There's been an awful lot of social media hype about Disclaimer, a twist-laden thriller of bitterness and obsession - lots of comparisons to Gone Girl, The Girl On The Train and so on - and while it's a generally more straightforward novel than, say, Notes On A Scandal, it certainly delivers on tension. It's one of those books where we're constantly asked to question what we've assumed to be truths about the characters, and as such, it's far from easy to put down.

Catherine Ravenscroft is a successful documentary maker whose only child, Nicholas, has just flown the nest, apparently with some reluctance. A couple of weeks after Catherine and her husband Robert downsize to a smaller property, Catherine finds a book on her bedside table entitled The Perfect Stranger. And it's only when she idly begins to read that she realises with terror that the book is all about her - and could not only reveal her darkest secret, with a sinister, vindictive bias.

Increasingly, I've noticed that it's become de rigueur for novels of this genre to alternate between different points of view, and Disclaimer follows this model - primarily, we read about the insidious influence of the book (which details a shameful incident in Catherine's past that she's long kept hidden from Robert) from Catherine herself and from its writer, whose life was irrevocably damaged by the incident in question and has only recently become aware of Catherine's role in it.

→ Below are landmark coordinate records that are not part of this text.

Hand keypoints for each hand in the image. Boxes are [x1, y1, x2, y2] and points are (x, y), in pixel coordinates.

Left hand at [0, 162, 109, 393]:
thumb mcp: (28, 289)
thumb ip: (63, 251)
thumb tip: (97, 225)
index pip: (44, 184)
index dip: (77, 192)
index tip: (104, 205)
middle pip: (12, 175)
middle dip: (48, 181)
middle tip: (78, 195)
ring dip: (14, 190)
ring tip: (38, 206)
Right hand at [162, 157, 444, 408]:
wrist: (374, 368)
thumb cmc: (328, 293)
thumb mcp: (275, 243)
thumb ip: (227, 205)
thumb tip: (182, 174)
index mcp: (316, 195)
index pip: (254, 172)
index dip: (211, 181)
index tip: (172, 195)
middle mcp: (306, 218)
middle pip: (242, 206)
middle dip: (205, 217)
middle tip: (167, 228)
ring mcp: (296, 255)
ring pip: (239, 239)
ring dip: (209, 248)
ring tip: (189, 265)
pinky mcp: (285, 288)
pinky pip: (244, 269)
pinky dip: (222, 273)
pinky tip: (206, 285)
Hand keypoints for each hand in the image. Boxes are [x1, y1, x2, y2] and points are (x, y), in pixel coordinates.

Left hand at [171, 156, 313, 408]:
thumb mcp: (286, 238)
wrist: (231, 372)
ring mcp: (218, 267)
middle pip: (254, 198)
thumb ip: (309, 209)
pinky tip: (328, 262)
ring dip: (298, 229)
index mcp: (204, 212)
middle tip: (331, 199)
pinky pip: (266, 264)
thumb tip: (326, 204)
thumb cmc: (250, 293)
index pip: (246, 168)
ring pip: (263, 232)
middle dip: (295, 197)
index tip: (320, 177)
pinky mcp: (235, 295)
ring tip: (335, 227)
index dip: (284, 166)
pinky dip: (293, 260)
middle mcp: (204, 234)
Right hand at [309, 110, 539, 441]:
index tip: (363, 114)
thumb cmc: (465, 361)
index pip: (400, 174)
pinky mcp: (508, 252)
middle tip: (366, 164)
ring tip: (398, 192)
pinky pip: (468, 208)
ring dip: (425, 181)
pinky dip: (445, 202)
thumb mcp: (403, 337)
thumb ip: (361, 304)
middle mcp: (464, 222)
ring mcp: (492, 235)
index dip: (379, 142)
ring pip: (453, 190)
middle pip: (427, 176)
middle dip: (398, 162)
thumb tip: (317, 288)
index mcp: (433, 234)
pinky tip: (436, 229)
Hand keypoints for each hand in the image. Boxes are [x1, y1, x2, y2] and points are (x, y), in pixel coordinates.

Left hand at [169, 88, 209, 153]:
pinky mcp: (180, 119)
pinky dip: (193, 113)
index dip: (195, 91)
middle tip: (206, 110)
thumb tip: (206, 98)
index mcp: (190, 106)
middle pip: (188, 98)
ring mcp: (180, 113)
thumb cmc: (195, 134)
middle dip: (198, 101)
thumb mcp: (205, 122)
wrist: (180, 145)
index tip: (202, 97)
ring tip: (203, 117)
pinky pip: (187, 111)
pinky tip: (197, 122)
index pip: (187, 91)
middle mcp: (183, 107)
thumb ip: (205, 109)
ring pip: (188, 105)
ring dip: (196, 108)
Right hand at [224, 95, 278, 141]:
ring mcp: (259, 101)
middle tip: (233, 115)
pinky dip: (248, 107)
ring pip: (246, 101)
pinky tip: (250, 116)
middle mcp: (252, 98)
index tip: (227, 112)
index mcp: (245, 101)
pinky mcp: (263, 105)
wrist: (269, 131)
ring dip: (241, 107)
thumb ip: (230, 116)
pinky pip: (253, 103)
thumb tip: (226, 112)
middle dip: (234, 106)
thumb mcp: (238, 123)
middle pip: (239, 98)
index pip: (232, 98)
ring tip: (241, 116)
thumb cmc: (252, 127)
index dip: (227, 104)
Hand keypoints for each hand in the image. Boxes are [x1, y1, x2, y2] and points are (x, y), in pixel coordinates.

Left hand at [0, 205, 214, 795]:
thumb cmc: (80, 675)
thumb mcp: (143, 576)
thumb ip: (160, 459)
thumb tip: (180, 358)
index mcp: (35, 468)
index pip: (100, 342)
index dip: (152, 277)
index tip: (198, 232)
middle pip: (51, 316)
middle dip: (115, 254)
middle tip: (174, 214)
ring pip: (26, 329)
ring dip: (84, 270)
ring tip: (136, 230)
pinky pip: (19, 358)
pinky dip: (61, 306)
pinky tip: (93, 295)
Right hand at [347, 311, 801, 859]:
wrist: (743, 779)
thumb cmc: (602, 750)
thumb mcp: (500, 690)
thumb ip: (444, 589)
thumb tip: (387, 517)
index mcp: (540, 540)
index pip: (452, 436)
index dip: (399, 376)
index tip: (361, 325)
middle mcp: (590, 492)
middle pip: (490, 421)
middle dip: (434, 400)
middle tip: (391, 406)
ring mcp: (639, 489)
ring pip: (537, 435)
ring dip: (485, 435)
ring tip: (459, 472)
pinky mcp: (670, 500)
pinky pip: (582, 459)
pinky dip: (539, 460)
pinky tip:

Catherine herself is a smart, capable woman, we're led to believe, while her tormentor Stephen Brigstocke is lonely, bitter and struggling to come to terms with bereavement. Both types are fairly familiar in this type of fiction, and most of my enjoyment of Disclaimer came very much from its well-constructed plot rather than directly from its characters. This isn't to say that the characters aren't believable - I just felt as if I'd read about them before.

It is, however, interesting to watch them both disintegrate as events unfold. I wasn't convinced, at first, by Nick, who at 25 seems more like a sullen teenager, but as the story progressed I eventually came to understand why his situation and behaviour were entirely credible.

Disclaimer is also a book about family relationships: between husbands and wives, and parents and children. The tension between what we think we know of our loved ones and what they've hidden from us - or what we've chosen not to see - is always a solid grounding for fiction, and works brilliantly here. Some of the revelations faced not just by Catherine and Stephen but by their respective families are startlingly painful, and the characters' reactions are convincingly handled. 

I have seen Disclaimer described (by the utterly delightful writer of women's fiction, Marian Keyes) as 'grippy' and she is absolutely right; this is one of those books that you'll want to tear through in as few sittings as possible. If you read this on a train journey and arrive at your destination before you've finished, you'll slightly wish you'd been delayed.